The mutation-based greybox fuzz testing technique is one of the widely used dynamic vulnerability detection techniques. It generates testcases for testing by mutating input seeds. In the process of fuzz testing, the seed scheduling strategy and energy scheduling strategy impact the test results and efficiency. Existing seed scheduling strategies, however, only consider a few specific seed attributes and ignore contextual information during seed execution. This oversight makes it challenging to prioritize the selection of suitable seeds based on historical fuzz test results. Meanwhile, current methods for calculating coverage lack evaluation of software paths, which makes it easy to waste time on testing high-frequency and low-risk paths. This article proposes a new greybox fuzzing scheme, LinFuzz, which transforms the seed scheduling problem into a contextual multi-armed bandit machine model. It utilizes the LinUCB algorithm to assess the value of seeds for scheduling by considering their historical execution information. At the same time, LinFuzz improves the calculation method for fuzz testing path rewards and the seed energy scheduling algorithm.

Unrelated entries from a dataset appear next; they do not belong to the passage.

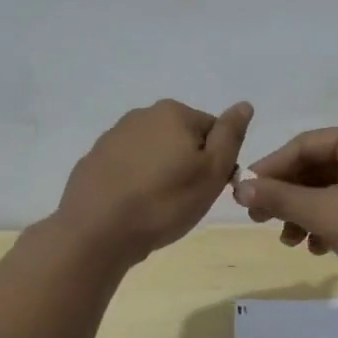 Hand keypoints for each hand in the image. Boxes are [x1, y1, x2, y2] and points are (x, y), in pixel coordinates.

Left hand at [58, 100, 251, 265]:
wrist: (96, 231)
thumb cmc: (164, 201)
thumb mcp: (212, 171)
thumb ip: (230, 135)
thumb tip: (244, 105)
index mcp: (174, 113)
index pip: (213, 130)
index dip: (217, 161)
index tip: (208, 187)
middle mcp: (142, 115)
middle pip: (181, 138)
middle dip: (187, 164)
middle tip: (185, 199)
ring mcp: (113, 137)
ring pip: (153, 153)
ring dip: (161, 173)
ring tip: (158, 206)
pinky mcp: (93, 161)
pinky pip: (127, 168)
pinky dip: (135, 182)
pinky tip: (133, 207)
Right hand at [232, 119, 337, 296]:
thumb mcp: (327, 214)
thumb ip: (280, 197)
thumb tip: (238, 187)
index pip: (304, 145)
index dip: (270, 169)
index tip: (243, 195)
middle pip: (317, 166)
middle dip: (288, 196)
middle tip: (260, 220)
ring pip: (330, 188)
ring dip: (306, 213)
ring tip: (290, 241)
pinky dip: (328, 221)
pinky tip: (317, 247) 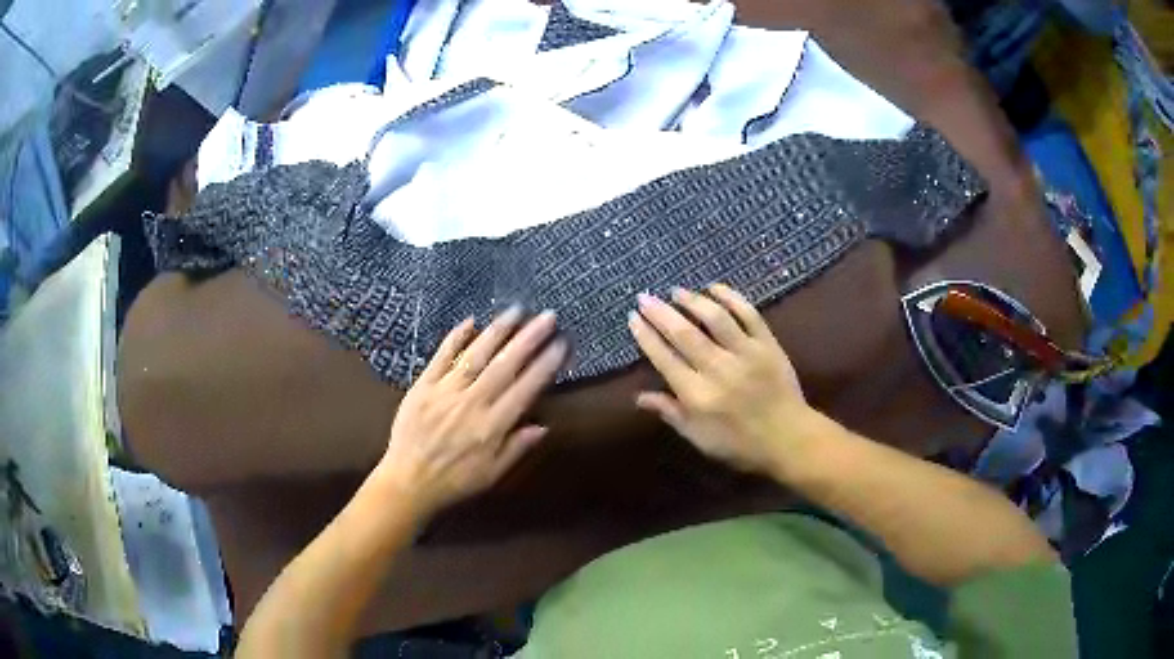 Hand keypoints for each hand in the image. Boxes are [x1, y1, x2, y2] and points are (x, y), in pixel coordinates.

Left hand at [376, 309, 565, 517]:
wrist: (408, 482)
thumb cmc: (455, 481)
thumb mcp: (492, 475)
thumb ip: (516, 448)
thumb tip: (542, 425)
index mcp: (492, 426)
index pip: (525, 388)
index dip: (546, 364)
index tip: (562, 344)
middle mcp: (472, 404)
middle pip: (505, 365)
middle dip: (529, 338)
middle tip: (548, 316)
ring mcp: (445, 391)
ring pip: (476, 355)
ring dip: (498, 331)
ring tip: (516, 310)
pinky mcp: (422, 386)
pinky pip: (441, 357)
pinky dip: (455, 338)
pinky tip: (471, 321)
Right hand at [628, 285, 819, 474]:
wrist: (789, 439)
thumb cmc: (740, 444)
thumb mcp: (699, 438)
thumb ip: (671, 414)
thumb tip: (638, 397)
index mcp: (698, 396)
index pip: (665, 358)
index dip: (646, 336)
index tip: (633, 318)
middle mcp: (718, 369)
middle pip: (684, 333)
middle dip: (660, 312)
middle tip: (645, 297)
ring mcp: (746, 353)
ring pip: (715, 318)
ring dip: (692, 301)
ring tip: (676, 291)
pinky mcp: (767, 344)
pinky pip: (748, 314)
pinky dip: (731, 297)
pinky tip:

It allocates more energy for testing low-frequency paths in the testing program, thereby enhancing the efficiency of exploration and the path coverage ability of the testing tool. This article evaluated the proposed LinFuzz on 12 real programs in comparison with other open-source tools such as AFL, AFLFast, FairFuzz, Neuzz, etc. The results show that under the same testing time budget, LinFuzz outperforms other tools in terms of vulnerability discovery quantity and code coverage ability. Compared with complex fuzz testing optimization algorithms, LinFuzz has lower memory consumption and time complexity.